Fig. 2 Time dependence of Rh(III) extraction with APILs and [P₆₆₆₁₄][Cl]. Organic phase: [IL]_org = 0.1 mol dm⁻³; aqueous phase: [Rh]_init = 0.1 mmol dm⁻³; [HCl]_aq = 1.0 mol dm⁻³; O/A = 1; T = 25 °C.

In previous reports, Rh(III) extraction from a HCl solution with a phosphonium-based IL has been shown to proceed with fast kinetics by the anion-exchange mechanism.^26,35,43,45 Therefore, Rh(III) extraction with APILs may be attributed not only to simple anion-exchange but also inner-sphere substitution processes. If the extraction mechanism relates to inner-sphere substitution, hydrated water (H₂O) molecules contained in Rh(III) aquo/chloro complexes (e.g., [RhCl₄(H₂O)₂]⁻) should be substituted by other ligands to form an extractable species. The lifetime of a hydrated H₂O molecule in the first coordination sphere (τH₂O) is a measurable indicator for the lability of metal ions in the inner-sphere substitution reaction and τH₂O of Rh(III) is 14 years.^36,56 This low reactivity of Rh(III) is the reason for the extremely slow extraction of Rh(III). An extraction time of more than 3 weeks was required to reach equilibrium, in the following experiments.

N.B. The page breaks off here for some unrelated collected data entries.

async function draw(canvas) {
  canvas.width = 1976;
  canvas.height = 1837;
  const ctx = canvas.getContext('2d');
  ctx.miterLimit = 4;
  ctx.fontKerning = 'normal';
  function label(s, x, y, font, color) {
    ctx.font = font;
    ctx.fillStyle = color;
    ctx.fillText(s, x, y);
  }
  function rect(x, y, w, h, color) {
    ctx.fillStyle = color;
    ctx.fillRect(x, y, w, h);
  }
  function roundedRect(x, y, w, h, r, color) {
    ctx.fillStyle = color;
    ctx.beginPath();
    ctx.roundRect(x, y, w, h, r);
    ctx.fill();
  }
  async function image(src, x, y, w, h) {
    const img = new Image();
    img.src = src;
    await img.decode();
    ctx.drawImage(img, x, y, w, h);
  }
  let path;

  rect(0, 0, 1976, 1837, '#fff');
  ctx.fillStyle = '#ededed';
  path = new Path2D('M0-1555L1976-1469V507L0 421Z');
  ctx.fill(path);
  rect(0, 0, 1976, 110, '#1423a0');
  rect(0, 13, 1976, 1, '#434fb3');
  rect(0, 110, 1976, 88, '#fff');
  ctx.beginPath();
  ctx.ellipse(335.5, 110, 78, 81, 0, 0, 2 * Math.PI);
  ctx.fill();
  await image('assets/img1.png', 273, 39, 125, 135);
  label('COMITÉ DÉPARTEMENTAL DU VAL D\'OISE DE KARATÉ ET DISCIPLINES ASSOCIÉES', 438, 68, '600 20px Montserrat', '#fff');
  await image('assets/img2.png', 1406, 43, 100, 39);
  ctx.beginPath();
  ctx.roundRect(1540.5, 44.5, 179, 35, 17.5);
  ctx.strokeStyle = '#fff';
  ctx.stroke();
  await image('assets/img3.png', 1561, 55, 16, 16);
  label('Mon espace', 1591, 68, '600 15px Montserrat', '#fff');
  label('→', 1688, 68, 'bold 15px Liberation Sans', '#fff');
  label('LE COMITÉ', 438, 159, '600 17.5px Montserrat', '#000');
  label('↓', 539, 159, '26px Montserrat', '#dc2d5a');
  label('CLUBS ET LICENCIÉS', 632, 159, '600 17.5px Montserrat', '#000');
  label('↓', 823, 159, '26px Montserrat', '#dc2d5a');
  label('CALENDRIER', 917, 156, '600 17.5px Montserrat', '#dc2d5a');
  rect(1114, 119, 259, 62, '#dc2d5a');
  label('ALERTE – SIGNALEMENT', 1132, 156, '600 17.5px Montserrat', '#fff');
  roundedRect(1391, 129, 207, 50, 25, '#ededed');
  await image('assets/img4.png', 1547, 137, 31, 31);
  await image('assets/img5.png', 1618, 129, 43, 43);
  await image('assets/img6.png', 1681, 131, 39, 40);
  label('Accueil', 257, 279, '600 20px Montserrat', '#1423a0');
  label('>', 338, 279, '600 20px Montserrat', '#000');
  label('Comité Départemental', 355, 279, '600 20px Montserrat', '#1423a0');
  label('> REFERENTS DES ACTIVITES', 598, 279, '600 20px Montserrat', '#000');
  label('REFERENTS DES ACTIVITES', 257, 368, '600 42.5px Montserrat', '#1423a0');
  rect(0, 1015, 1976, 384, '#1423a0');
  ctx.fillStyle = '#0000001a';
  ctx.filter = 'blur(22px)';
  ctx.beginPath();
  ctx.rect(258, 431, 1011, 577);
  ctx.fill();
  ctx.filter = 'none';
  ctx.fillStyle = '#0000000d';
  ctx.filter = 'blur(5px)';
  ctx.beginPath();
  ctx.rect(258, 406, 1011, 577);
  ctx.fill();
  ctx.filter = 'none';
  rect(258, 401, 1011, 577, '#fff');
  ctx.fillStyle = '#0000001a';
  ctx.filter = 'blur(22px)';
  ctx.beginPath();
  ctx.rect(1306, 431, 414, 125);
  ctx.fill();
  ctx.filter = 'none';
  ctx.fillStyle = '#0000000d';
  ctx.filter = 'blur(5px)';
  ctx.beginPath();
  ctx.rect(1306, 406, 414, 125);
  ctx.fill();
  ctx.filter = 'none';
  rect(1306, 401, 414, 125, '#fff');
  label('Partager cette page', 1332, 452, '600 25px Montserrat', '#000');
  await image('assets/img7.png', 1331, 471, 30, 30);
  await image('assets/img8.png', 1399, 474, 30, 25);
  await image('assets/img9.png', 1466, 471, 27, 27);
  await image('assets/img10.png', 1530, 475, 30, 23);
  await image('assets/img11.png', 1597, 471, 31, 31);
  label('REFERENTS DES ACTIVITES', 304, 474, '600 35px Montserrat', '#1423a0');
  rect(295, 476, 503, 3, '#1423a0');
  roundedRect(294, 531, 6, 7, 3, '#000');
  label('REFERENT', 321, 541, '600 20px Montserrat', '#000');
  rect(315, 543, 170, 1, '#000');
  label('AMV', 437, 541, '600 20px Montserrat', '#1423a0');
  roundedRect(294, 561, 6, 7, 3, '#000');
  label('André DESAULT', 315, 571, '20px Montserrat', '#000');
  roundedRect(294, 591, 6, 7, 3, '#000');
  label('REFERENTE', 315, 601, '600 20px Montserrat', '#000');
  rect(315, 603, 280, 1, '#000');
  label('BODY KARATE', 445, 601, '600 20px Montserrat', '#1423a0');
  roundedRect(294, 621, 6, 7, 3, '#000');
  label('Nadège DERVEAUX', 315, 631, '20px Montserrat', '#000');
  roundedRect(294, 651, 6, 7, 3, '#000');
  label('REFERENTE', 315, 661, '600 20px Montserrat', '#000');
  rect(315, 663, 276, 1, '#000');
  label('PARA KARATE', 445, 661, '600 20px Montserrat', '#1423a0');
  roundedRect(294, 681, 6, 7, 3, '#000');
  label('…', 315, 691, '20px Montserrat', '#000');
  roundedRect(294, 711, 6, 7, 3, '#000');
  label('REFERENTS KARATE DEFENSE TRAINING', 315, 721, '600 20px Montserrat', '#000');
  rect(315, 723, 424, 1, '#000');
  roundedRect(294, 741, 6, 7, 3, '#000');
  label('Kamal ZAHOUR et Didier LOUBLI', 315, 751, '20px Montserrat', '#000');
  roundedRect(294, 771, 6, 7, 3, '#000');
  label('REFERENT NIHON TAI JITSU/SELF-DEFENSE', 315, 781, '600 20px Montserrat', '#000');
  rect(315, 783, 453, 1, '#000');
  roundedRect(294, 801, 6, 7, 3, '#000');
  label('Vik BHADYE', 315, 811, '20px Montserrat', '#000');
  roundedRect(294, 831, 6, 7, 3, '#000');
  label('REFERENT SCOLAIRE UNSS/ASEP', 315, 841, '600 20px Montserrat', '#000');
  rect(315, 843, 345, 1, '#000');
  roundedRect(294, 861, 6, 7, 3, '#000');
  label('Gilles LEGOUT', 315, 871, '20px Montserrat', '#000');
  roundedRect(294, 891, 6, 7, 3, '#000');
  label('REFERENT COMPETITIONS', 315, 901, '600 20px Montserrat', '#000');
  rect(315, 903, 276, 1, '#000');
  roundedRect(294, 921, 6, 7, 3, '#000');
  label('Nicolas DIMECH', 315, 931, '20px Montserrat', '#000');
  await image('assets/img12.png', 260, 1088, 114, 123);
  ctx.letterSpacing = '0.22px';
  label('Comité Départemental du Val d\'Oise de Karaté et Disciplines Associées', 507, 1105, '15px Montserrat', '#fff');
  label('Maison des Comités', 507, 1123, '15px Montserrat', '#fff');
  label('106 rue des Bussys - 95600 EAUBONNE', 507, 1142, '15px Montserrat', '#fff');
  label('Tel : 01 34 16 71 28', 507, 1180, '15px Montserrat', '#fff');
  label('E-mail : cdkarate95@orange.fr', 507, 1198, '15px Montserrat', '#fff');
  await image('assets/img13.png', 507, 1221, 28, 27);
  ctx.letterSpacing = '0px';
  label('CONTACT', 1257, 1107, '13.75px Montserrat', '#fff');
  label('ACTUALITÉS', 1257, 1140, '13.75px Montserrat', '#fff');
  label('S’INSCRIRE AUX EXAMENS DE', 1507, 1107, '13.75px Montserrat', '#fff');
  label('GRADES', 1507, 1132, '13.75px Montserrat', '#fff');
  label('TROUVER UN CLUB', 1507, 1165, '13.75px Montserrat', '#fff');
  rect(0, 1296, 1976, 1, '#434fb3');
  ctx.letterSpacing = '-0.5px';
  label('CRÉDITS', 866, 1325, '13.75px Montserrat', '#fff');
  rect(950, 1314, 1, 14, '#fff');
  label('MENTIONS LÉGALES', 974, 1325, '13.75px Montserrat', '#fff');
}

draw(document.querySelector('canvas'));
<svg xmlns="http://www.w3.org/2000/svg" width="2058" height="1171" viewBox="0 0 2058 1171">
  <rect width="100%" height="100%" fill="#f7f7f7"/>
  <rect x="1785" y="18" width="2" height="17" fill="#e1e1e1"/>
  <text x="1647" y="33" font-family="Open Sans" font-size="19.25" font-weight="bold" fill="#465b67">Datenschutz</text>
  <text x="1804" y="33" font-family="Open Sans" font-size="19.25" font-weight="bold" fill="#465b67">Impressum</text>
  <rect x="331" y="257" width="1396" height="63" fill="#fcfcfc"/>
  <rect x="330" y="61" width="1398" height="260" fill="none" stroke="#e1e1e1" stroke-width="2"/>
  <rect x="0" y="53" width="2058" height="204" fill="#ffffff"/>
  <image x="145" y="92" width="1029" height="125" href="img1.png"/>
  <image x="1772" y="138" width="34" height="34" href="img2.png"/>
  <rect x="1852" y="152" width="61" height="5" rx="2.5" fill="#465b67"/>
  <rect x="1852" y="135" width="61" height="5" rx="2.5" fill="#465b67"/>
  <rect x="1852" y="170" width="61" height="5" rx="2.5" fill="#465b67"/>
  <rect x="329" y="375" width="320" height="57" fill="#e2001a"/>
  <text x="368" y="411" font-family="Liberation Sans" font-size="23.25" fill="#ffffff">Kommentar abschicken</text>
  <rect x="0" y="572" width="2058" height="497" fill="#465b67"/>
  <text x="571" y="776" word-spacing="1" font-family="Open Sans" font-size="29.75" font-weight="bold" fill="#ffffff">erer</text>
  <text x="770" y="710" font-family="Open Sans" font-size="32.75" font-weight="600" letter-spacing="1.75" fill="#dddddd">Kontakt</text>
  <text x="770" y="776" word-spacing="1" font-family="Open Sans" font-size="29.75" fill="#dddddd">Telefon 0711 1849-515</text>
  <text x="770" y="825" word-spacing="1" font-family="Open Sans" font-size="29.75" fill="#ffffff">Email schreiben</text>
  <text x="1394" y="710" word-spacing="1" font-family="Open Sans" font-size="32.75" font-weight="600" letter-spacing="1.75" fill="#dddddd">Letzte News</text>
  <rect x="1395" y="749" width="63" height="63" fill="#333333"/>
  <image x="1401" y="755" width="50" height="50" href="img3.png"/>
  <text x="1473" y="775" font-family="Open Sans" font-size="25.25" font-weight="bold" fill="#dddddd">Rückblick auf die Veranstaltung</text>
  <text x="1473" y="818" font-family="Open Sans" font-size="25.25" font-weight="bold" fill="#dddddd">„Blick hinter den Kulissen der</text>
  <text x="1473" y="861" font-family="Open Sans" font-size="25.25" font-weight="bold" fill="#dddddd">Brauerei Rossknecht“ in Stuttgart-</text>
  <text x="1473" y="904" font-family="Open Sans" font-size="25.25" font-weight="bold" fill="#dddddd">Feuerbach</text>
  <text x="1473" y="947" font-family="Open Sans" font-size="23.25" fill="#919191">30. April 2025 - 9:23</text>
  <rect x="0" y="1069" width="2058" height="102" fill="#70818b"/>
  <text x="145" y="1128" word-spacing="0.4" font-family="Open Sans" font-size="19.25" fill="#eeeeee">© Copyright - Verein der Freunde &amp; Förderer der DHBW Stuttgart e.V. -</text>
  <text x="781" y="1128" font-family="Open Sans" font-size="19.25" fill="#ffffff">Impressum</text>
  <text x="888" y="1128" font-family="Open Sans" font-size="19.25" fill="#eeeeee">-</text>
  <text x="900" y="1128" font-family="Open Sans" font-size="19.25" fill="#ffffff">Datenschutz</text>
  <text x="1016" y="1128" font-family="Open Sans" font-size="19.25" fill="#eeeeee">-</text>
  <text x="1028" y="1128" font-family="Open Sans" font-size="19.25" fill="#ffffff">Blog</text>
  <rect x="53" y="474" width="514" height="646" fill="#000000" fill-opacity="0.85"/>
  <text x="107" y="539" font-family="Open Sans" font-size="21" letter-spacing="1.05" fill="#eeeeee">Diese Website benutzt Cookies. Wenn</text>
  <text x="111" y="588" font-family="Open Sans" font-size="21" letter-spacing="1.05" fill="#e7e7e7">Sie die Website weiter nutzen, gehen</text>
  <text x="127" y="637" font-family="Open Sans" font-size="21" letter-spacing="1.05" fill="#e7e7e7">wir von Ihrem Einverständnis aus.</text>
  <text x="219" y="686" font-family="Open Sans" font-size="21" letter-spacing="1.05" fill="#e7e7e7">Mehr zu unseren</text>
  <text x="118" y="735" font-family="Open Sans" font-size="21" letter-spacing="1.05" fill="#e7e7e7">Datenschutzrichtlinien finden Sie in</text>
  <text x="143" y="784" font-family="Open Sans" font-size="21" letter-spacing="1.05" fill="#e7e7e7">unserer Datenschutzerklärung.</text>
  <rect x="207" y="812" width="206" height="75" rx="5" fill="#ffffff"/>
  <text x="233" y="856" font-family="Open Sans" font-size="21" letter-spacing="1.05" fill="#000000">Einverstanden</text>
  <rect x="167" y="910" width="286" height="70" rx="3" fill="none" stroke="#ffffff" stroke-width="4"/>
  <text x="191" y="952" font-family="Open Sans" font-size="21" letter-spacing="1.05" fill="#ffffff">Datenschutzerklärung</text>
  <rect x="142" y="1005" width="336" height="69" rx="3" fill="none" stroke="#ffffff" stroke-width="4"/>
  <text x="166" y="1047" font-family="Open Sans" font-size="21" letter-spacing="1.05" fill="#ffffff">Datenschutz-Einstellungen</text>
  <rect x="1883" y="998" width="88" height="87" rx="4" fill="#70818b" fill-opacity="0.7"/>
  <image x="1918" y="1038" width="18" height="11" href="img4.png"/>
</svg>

Effects of APIL molecular structure

We studied the influence of the molecular structure of the APIL ligands on the extraction performance of Rh(III). The results of Rh(III) extraction by the APILs at extraction equilibrium state are shown in Table 1 and compared with data for [P₆₆₆₁₄][Cl]. The APIL ligands were more effective than [P₆₆₆₁₄][Cl] in recovering Rh(III), except for [3°C₁P₈₈₈][Cl]. The higher extraction of Rh(III) with the APILs than that with [P₆₆₆₁₄][Cl] indicates that the amide group plays an important role in enhancing the extraction ability.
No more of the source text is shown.